この張りのあるおっぱいを持つ上原………張り?変だ、感触が違う。上原のはもっと「ぽむっ」って感じの柔らかいような……。

 

 俺は顔をあげ、その正体を確認する。切り揃えられた前髪、サラサラのロングヘア、そして『黒髪』。上原とは似て非なる特徴を持つ、顔を真っ赤にしている彼女。その顔をあらためてよく見てみると、幸か不幸か俺の知り合いである事が判明した。
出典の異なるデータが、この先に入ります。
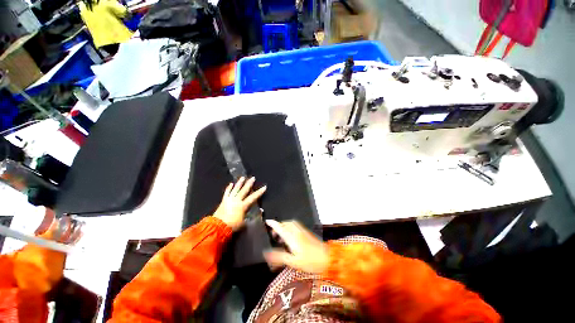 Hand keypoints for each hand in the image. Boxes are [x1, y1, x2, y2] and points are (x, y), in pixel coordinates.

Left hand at [213, 177, 266, 230]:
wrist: (218, 227)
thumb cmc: (233, 225)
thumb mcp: (244, 223)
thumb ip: (251, 216)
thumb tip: (260, 211)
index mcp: (243, 206)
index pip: (253, 197)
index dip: (259, 192)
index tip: (264, 187)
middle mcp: (237, 200)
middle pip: (244, 190)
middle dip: (249, 184)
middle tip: (252, 178)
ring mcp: (229, 199)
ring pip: (235, 189)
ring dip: (239, 183)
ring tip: (243, 177)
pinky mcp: (223, 201)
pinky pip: (227, 193)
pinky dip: (229, 188)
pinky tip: (231, 184)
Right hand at [264, 220, 328, 273]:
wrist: (327, 258)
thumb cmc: (310, 261)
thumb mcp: (293, 262)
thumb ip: (280, 257)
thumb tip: (267, 254)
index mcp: (292, 237)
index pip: (280, 227)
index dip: (273, 224)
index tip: (267, 221)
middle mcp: (297, 231)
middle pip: (285, 223)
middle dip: (278, 226)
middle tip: (274, 234)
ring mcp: (302, 231)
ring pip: (291, 223)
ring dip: (284, 226)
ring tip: (281, 236)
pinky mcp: (306, 233)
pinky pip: (296, 225)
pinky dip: (290, 227)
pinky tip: (291, 236) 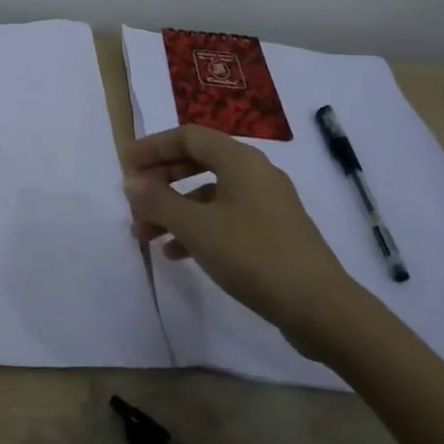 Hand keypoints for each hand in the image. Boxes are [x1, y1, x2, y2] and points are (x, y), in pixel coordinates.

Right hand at [121, 124, 375, 362]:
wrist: (320, 307)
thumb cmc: (253, 255)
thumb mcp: (196, 227)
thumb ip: (159, 201)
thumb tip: (132, 182)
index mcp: (240, 160)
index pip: (187, 136)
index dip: (152, 147)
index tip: (124, 165)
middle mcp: (255, 173)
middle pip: (198, 161)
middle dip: (161, 179)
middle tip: (133, 199)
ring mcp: (266, 203)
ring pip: (209, 193)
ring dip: (174, 209)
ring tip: (146, 235)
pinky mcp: (272, 231)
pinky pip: (224, 216)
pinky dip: (197, 227)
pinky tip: (178, 253) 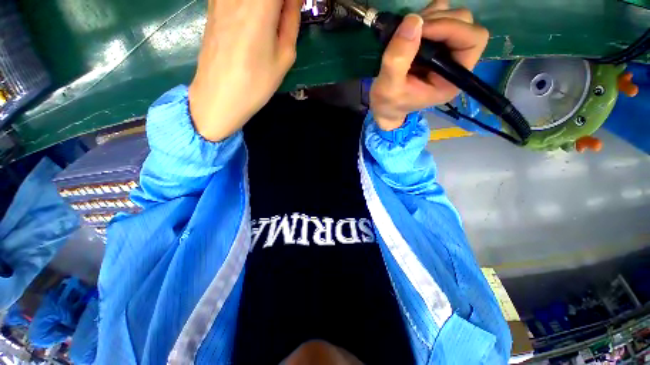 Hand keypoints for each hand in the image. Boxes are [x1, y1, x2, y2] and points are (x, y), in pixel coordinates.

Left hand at [189, 0, 301, 141]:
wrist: (218, 96)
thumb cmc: (256, 82)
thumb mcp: (284, 57)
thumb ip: (292, 21)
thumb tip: (294, 0)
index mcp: (260, 5)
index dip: (290, 1)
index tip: (295, 10)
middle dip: (278, 5)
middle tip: (284, 18)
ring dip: (265, 7)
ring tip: (270, 24)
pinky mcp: (212, 3)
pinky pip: (236, 0)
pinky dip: (249, 7)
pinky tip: (252, 22)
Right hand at [369, 0, 488, 130]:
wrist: (385, 106)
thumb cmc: (389, 103)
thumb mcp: (388, 87)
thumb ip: (398, 60)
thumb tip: (413, 20)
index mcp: (452, 79)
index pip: (472, 41)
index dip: (451, 27)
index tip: (421, 29)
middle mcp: (457, 62)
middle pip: (465, 24)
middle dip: (438, 20)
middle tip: (410, 29)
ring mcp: (447, 51)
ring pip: (454, 16)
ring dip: (431, 16)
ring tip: (407, 32)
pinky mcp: (436, 43)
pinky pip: (441, 16)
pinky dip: (427, 15)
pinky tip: (411, 29) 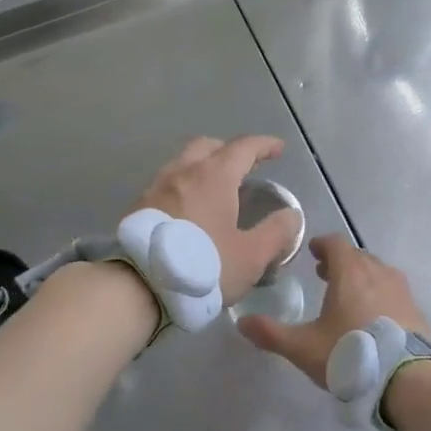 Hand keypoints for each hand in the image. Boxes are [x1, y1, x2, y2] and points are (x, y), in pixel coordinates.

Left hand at [134, 136, 302, 304]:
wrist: (138, 286)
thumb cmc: (203, 266)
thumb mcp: (251, 255)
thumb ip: (276, 232)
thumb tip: (291, 215)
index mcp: (214, 176)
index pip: (244, 148)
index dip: (264, 145)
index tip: (278, 148)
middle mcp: (183, 172)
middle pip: (208, 146)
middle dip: (229, 150)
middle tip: (244, 166)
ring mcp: (156, 187)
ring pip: (183, 163)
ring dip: (202, 167)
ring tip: (215, 189)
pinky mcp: (138, 206)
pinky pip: (167, 184)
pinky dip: (184, 186)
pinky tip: (188, 210)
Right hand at [238, 236, 428, 386]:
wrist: (407, 379)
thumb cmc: (350, 354)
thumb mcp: (303, 348)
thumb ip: (271, 334)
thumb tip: (241, 322)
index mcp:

 眼鏡と三つ編みこそ解いているものの、一年間ずっと一緒かつ教室では隣の席なんだ、間違えるはずもない。

 

「何やってんの中川さ……」

 

「何やってんですか貴方って人はあああああっ!!!」

 

 彼女の圧倒的な怒号、そして共に繰り出されるビンタ。散らばった菓子と一緒に俺は地に伏した。

 

()()()()()()、大丈夫!?」

 

「あーっ!()()()()()!!」

 

 黒髪の彼女の後ろから聞こえる、同じように菓子や飲み物を抱えた上原の声。そして教室内で驚くかすみの声。二人が「彼女」に向けて放った「名前」を聞いた途端、全ての謎が解けた。

 

 ——なるほど。どうりで承認が簡単にできたわけだ。冷静に考えれば、誰にもバレずに生徒会長の承認を得られる人物は一人しかいない。

 

そして、同好会の3人の言った「優木せつ菜」の特徴。脳が答え合わせをするかのように、俺はある人物との記憶を辿っていた。

 

「良くも悪くも、うるさい、かなぁ」

 

【すみません、私の声が大きいばかりに】

 

「名付けのセンスが独特です」

 

【白くてふわふわだから、はんぺん。なんてどうでしょう】

 

「鍛え方は同好会でも一番だね」

 

【トレーニングの成果、でしょうか】

 

「どっかで聞いたフレーズなんだよなぁ」

 

【刹那の勇気、いい言葉ですね】

 

そうだ……思えばヒントはそこらじゅうにあったんだ。

 

ビンタによるダメージで薄れゆく意識の中で、俺はひとつの確信を得ていた。

 

『優木せつ菜』の正体。まさかあなただったとはな。正直、すごくびっくりしてる。